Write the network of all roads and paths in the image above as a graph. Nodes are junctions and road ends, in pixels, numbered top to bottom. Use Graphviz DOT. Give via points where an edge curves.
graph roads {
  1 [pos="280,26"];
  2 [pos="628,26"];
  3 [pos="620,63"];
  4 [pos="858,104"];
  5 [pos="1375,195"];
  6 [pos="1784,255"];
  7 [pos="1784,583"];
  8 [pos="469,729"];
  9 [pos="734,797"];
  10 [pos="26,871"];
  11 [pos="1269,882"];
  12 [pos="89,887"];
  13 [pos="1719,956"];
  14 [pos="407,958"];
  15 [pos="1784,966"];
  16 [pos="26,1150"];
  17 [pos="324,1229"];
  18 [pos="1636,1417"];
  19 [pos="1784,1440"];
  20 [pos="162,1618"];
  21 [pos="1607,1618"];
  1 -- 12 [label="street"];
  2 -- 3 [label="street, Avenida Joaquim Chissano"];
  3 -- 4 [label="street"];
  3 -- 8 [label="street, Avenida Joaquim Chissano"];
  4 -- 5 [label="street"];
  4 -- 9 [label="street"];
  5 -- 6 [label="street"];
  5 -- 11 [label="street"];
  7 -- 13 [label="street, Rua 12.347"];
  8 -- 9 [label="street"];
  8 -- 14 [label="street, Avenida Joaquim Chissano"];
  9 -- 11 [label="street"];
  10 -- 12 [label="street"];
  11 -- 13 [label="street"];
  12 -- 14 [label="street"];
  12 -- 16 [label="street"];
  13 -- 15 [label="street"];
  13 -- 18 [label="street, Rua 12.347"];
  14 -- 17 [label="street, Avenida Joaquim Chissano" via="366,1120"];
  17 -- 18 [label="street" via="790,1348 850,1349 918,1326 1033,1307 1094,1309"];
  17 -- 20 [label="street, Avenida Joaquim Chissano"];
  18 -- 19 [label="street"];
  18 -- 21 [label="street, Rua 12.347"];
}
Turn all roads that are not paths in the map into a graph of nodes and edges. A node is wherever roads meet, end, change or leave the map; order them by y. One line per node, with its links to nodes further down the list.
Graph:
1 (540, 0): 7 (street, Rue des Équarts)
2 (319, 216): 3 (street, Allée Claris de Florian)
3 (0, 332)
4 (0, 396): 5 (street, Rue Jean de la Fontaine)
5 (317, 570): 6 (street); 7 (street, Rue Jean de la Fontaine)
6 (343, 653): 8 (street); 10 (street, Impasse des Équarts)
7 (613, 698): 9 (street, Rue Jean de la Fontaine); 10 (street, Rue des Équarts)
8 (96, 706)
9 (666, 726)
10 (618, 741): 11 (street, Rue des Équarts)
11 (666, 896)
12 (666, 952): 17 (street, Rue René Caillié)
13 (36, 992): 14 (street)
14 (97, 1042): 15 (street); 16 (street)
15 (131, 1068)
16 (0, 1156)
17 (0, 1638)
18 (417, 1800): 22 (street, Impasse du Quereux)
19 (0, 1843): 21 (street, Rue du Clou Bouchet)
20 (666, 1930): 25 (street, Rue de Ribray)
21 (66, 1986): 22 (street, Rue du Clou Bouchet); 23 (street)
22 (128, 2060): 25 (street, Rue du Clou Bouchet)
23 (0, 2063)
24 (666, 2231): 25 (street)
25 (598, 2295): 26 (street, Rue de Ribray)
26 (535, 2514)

Prompt |
Pull every line with "Chissano" from the records.

Solution to the problem |
  2 -- 3 [label="street, Avenida Joaquim Chissano"];
  3 -- 8 [label="street, Avenida Joaquim Chissano"];
  8 -- 14 [label="street, Avenida Joaquim Chissano"];
  14 -- 17 [label="street, Avenida Joaquim Chissano" via="366,1120"];
  17 -- 20 [label="street, Avenida Joaquim Chissano"];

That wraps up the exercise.